Я заплатил за газеты и вышел на улицу.
Перед домом я ощутил в воздухе знакомый запах стирального порошка «Ариэль». В окне на третьем этаже дома напротив женщина, парализованная после инсульта, не двигалась с места. «Смерть высматривает, а у меня постирушка…» Глядя на женщину, я подумал о своей жизни.
Почему, хотя я так долго учил немецкий, английский, французский — не считая русского, который обязан был учить в школе, — я до сих пор не могу говорить ни на одном из этих языков?
Почему я не говорю на иностранных языках? — думал я, открывая дверь квартиры и не зная, что через несколько часов найду ответ на этот вопрос, и это будет важным, очень важным, но, пожалуй, не самым важным основанием для того, чтобы только что начавшийся день я запомнил лучше, чем все прочие дни, какие до сих пор прожил.
3
Пишущая машинка
Однокомнатную квартиру — двадцать четыре квадратных метра — я купил за самую ценную семейную реликвию: золотые часы с черным рельефом на крышке, траурные часы, заказанные прабабушкой после разгрома Январского восстания[6].
Часы дала мне мать через три месяца после того, как коммунисты ввели в Польше военное положение.
В тот год мне исполнилось тридцать, и я все чаще задавал себе вопрос: приобретет ли наконец моя жизнь более глубокий смысл, чего пока ей, как мне казалось, недоставало.

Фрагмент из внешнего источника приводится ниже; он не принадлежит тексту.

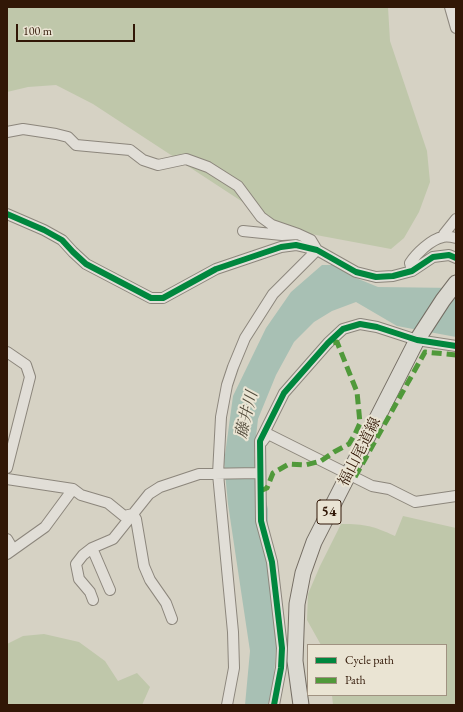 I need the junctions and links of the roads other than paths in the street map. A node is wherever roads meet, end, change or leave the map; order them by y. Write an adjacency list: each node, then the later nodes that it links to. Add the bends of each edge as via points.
1 (450, 7): 2 (street)
2 (456, 28)
3 (7, 132): 7 (street, via 23,129 68,137 76,145 130,150 143,160 158,165 186,159 208,167 238,186 261,217 272,225)
4 (7, 214): 10 (street, via 62,240 86,264 151,298 163,298 216,269 281,246 296,245)
5 (456, 220): 8 (street)
6 (243, 231): 7 (street)
7 (298, 234): 10 (street, via 311,240)
8 (444, 236): 9 (street); 12 (street, via 416,253 410,263)
9 (456, 238)
10 (317, 250): 12 (street, via 356,272 376,277); 20 (street, via 273,294 246,338 233,366 221,417)
11 (456, 258): 12 (street, via 449,255 433,257)
12 (412, 271)
13 (456, 283): 14 (main road, 福山尾道線 / 54)
14 (419, 338): 15 (street); 17 (street, via 360,324 343,329 284,393); 21 (main road, 福山尾道線 / 54)
15 (456, 346)
16 (7, 352): 18 (street, via 26,364 30,377)
17 (260, 442): 19 (street); 21 (street, via 263,442 268,434)
18 (7, 468)
19 (260, 473): 20 (street); 32 (street, via 261,521 272,562)
20 (218, 474): 25 (street, via 199,474 160,487 149,494); 34 (street, via 233,632 234,668)
21 (348, 475): 24 (street, via 372,486 389,489 415,502); 33 (main road, 福山尾道線 / 54, via 314,542 303,573 297,604)
22 (7, 479): 23 (street)
23 (73, 489): 25 (street, via 81,495 108,503 124,516); 28 (street, via 45,527)
24 (456, 496)
25 (133, 514): 27 (street, via 113,539); 31 (street, via 144,566 166,603)
26 (7, 539): 28 (street)
27 (92, 548): 29 (street); 30 (street, via 76,564 79,579)
28 (10, 551)
29 (110, 590)
30 (93, 600)
31 (172, 619)
32 (282, 648): 33 (street); 35 (street)
33 (295, 661): 36 (main road, 福山尾道線 / 54)
34 (227, 705)
35 (274, 705)
36 (301, 705) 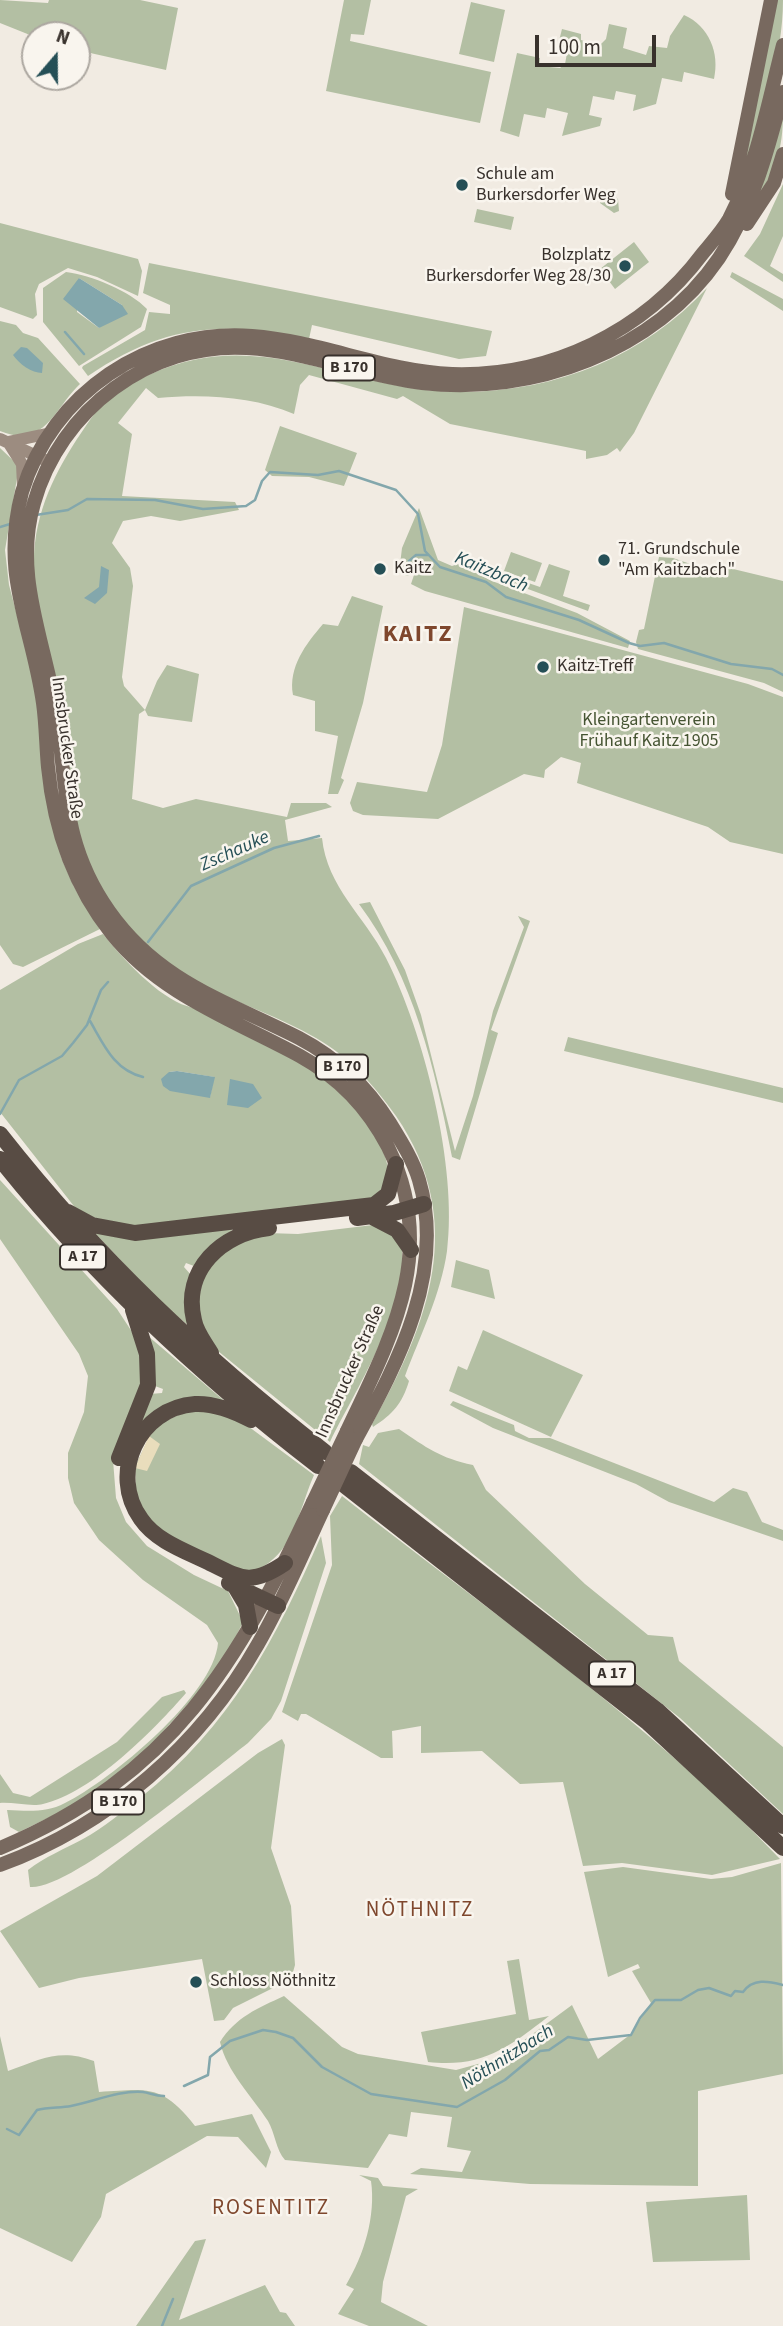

Я тогда еще жил с родителями.
Чтобы подработать к отцовской зарплате, мать организовала частный детский сад. В моей комнате каждый божий день с утра резвились на полу десять ребятишек, с криком вырывая друг у дружки дудки, барабан, оловянных солдатиков, паровоз, деревянного клоуна, кубики, плюшевую обезьяну, уже лишившуюся обеих нижних конечностей, и множество других поломанных игрушек, которые в нашей семье переходили из поколения в поколение.